* GIVEN INFORMATION *
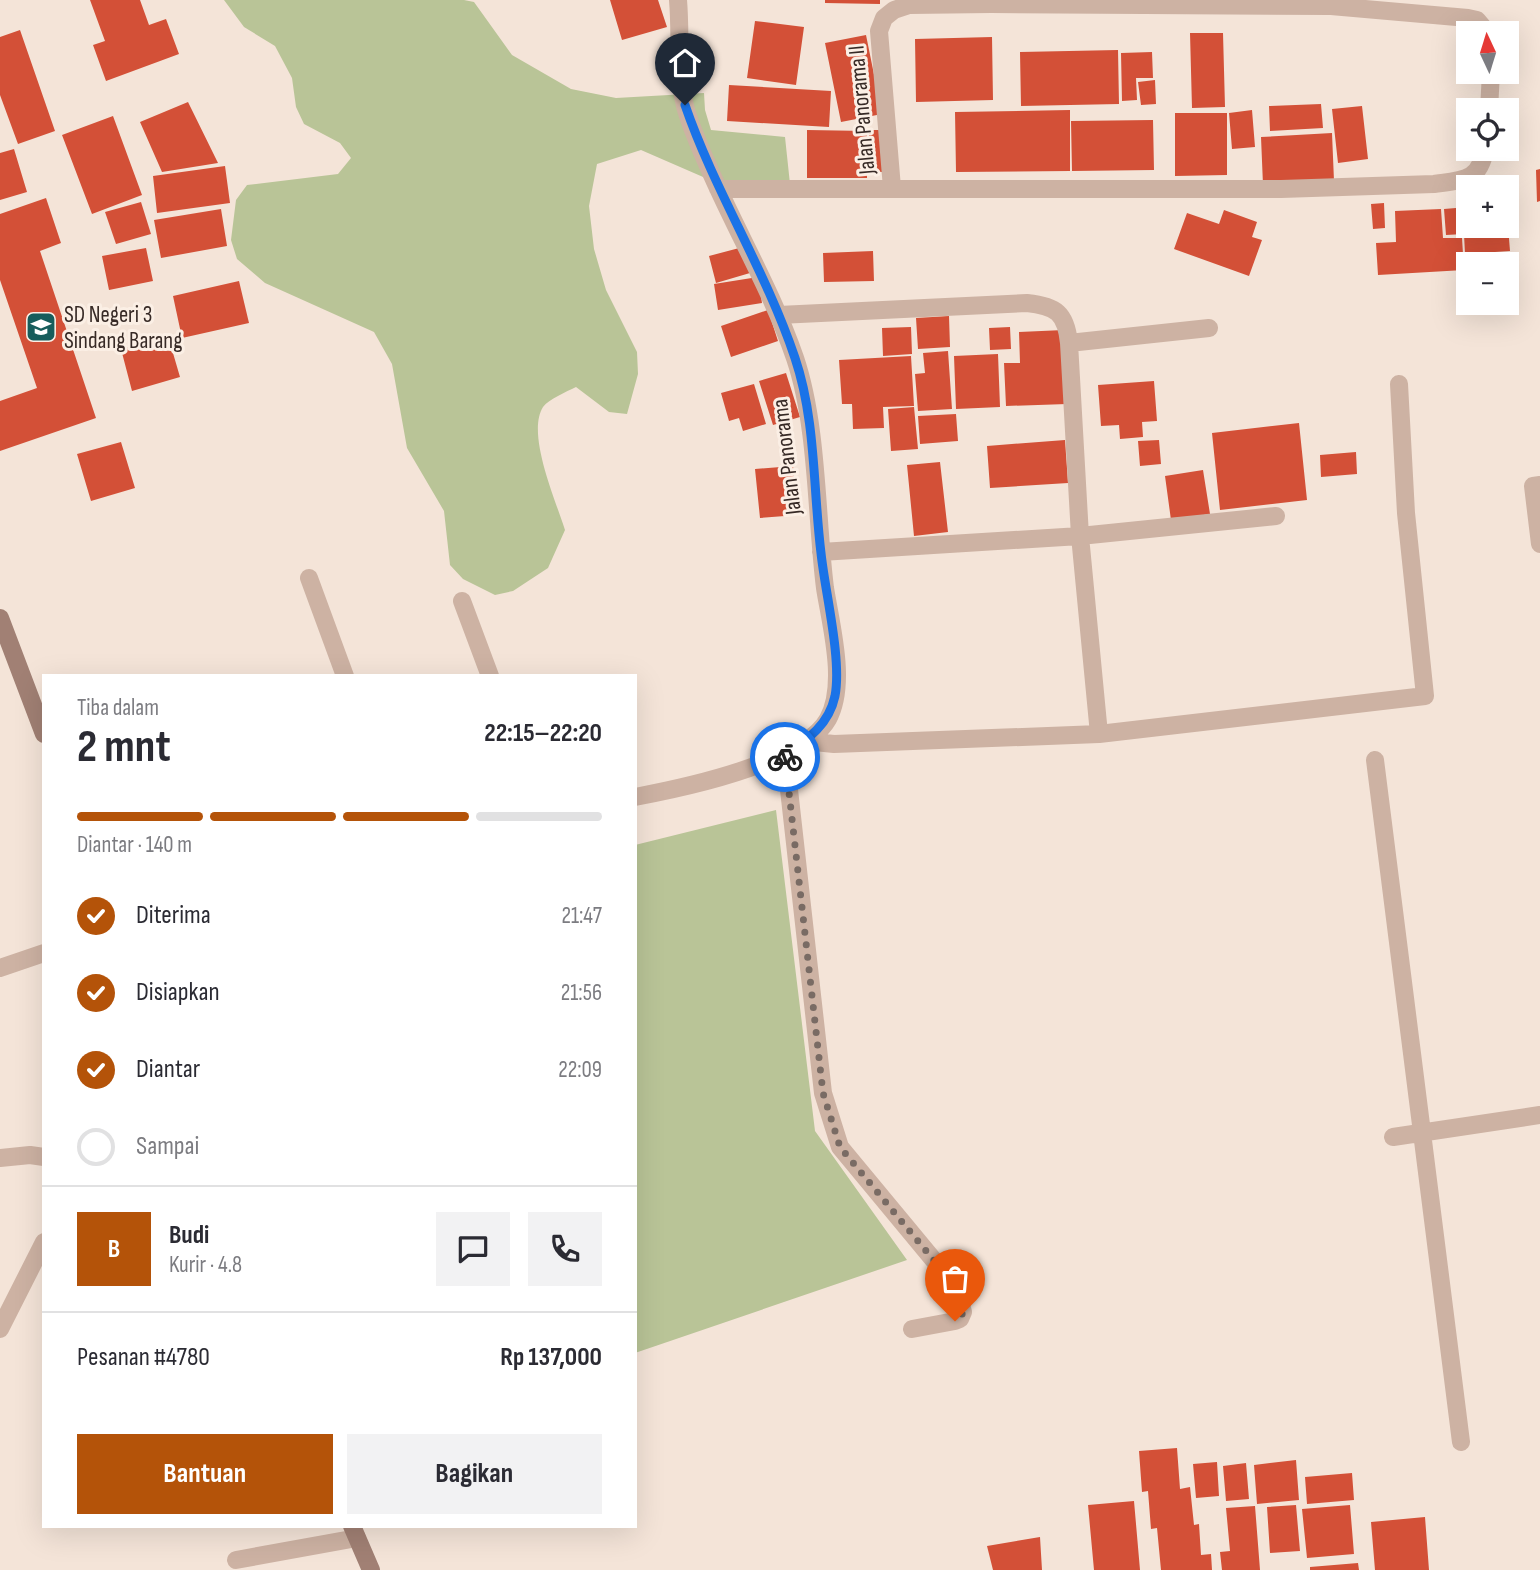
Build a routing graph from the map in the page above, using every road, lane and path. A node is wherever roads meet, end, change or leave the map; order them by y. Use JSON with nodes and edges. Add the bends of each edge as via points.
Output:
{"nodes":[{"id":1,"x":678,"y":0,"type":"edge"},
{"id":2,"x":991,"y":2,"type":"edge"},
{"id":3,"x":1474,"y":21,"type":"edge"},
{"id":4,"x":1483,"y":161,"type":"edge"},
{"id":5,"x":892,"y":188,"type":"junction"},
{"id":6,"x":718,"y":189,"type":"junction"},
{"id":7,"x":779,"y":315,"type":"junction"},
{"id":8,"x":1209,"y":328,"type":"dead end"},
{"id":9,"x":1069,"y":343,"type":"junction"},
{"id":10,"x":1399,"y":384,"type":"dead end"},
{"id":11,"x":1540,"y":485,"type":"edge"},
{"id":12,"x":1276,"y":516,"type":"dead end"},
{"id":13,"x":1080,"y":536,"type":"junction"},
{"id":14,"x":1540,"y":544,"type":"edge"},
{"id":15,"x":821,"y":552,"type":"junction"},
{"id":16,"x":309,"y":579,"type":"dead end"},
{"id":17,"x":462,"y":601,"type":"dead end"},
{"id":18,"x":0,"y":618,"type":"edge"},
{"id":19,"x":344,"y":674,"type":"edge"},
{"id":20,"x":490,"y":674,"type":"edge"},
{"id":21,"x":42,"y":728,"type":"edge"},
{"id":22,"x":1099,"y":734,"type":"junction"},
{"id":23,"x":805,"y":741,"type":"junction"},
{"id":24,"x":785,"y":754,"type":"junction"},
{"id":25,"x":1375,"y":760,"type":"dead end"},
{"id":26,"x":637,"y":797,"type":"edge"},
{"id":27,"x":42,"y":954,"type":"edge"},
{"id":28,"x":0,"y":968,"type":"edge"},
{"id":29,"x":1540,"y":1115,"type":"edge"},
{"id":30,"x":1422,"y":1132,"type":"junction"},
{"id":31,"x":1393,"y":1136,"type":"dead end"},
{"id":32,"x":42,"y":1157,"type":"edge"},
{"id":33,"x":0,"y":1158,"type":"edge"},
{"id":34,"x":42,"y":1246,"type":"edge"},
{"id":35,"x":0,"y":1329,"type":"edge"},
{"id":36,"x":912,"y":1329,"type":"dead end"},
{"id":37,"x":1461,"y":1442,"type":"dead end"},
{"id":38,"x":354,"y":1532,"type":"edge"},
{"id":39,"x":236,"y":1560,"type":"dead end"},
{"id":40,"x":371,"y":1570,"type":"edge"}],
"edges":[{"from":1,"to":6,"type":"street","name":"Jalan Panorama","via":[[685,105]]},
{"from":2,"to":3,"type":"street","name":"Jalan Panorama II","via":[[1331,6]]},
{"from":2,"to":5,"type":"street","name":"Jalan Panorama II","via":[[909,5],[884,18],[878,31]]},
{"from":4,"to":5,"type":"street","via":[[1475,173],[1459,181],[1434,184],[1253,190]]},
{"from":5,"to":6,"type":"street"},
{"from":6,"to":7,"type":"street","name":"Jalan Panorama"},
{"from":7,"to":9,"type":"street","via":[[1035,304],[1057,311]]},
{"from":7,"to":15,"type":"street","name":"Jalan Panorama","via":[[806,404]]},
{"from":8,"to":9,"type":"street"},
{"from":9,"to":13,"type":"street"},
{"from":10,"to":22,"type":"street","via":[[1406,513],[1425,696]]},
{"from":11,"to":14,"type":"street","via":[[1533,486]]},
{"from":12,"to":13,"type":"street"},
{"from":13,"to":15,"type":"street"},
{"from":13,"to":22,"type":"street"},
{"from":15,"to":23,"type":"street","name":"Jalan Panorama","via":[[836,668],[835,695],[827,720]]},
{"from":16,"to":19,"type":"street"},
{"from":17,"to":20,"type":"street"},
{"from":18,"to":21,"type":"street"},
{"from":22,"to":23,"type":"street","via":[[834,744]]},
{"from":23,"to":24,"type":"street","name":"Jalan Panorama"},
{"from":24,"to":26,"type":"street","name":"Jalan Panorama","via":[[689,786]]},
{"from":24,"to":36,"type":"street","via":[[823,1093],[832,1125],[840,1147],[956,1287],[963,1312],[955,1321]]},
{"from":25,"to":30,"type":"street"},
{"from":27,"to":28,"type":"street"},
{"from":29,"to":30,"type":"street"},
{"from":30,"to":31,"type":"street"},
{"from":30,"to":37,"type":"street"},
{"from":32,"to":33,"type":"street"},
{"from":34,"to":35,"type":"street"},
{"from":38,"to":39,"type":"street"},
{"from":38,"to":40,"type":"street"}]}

* YOUR GOAL *
For each record above, write it out exactly and omit any picture.

* OUTPUT FOR THIS TASK *
Build a routing graph from the map in the page above, using every road, lane and path. A node is wherever roads meet, end, change or leave the map; order them by y. Use JSON with nodes and edges. Add the bends of each edge as via points.
Output:
{"nodes":[{"id":1,"x":678,"y":0,"type":"edge"},
{"id":2,"x":991,"y":2,"type":"edge"},
{"id":3,"x":1474,"y":21,"type":"edge"},
{"id":4,"x":1483,"y":161,"type":"edge"},
{"id":5,"x":892,"y":188,"type":"junction"},
{"id":6,"x":718,"y":189,"type":"junction"},
{"id":7,"x":779,"y":315,"type":"junction"},
{"id":8,"x":1209,"y":328,"type":"dead end"},
{"id":9,"x":1069,"y":343,"type":"junction"},
{"id":10,"x":1399,"y":384,"type":"dead end"},
{"id":11,"x":1540,"y":485,"type":"edge"},
{"id":12,"x":1276,"y":516,"type":"dead end"},
{"id":13,"x":1080,"y":536,"type":"junction"},
{"id":14,"x":1540,"y":544,"type":"edge"},
{"id":15,"x":821,"y":552,"type":"junction"},
{"id":16,"x":309,"y":579,"type":"dead end"},
{"id":17,"x":462,"y":601,"type":"dead end"},
{"id":18,"x":0,"y":618,"type":"edge"},
{"id":19,"x":344,"y":674,"type":"edge"},
{"id":20,"x":490,"y":674,"type":"edge"},
{"id":21,"x":42,"y":728,"type":"edge"},
{"id":22,"x":1099,"y":734,"type":"junction"},
{"id":23,"x":805,"y":741,"type":"junction"},
{"id":24,"x":785,"y":754,"type":"junction"},
{"id":25,"x":1375,"y":760,"type":"dead end"},
{"id":26,"x":637,"y":797,"type":"edge"},
{"id":27,"x":42,"y":954,"type":"edge"},
{"id":28,"x":0,"y":968,"type":"edge"},
{"id":29,"x":1540,"y":1115,"type":"edge"},
{"id":30,"x":1422,"y":1132,"type":"junction"},
{"id":31,"x":1393,"y":1136,"type":"dead end"},
{"id":32,"x":42,"y":1157,"type":"edge"},
{"id":33,"x":0,"y":1158,"type":"edge"},
{"id":34,"x":42,"y":1246,"type":"edge"},
{"id":35,"x":0,"y":1329,"type":"edge"},
{"id":36,"x":912,"y":1329,"type":"dead end"},
{"id":37,"x":1461,"y":1442,"type":"dead end"},
{"id":38,"x":354,"y":1532,"type":"edge"},
{"id":39,"x":236,"y":1560,"type":"dead end"},
{"id":40,"x":371,"y":1570,"type":"edge"}],
"edges":[{"from":1,"to":6,"type":"street","name":"Jalan Panorama","via":[[685,105]]},
{"from":2,"to":3,"type":"street","name":"Jalan Panorama II","via":[[1331,6]]},
{"from":2,"to":5,"type":"street","name":"Jalan Panorama II","via":[[909,5],[884,18],[878,31]]},
{"from":4,"to":5,"type":"street","via":[[1475,173],[1459,181],[1434,184],[1253,190]]},
{"from":5,"to":6,"type":"street"},
{"from":6,"to":7,"type":"street","name":"Jalan Panorama"},
{"from":7,"to":9,"type":"street","via":[[1035,304],[1057,311]]},
{"from":7,"to":15,"type":"street","name":"Jalan Panorama","via":[[806,404]]},
{"from":8,"to":9,"type":"street"},
{"from":9,"to":13,"type":"street"},
{"from":10,"to":22,"type":"street","via":[[1406,513],[1425,696]]},
{"from":11,"to":14,"type":"street","via":[[1533,486]]},
{"from":12,"to":13,"type":"street"},
{"from":13,"to":15,"type":"street"},
{"from":13,"to":22,"type":"street"},
{"from":15,"to":23,"type":"street","name":"Jalan Panorama","via":[[836,668],[835,695],[827,720]]},
{"from":16,"to":19,"type":"street"},
{"from":17,"to":20,"type":"street"},
{"from":18,"to":21,"type":"street"},
{"from":22,"to":23,"type":"street","via":[[834,744]]},
{"from":23,"to":24,"type":"street","name":"Jalan Panorama"},
{"from":24,"to":26,"type":"street","name":"Jalan Panorama","via":[[689,786]]},
{"from":24,"to":36,"type":"street","via":[[823,1093],[832,1125],[840,1147],[956,1287],[963,1312],[955,1321]]},
{"from":25,"to":30,"type":"street"},
{"from":27,"to":28,"type":"street"},
{"from":29,"to":30,"type":"street"},
{"from":30,"to":31,"type":"street"},
{"from":30,"to":37,"type":"street"},
{"from":32,"to":33,"type":"street"},
{"from":34,"to":35,"type":"street"},
{"from":38,"to":39,"type":"street"},
{"from":38,"to":40,"type":"street"}]}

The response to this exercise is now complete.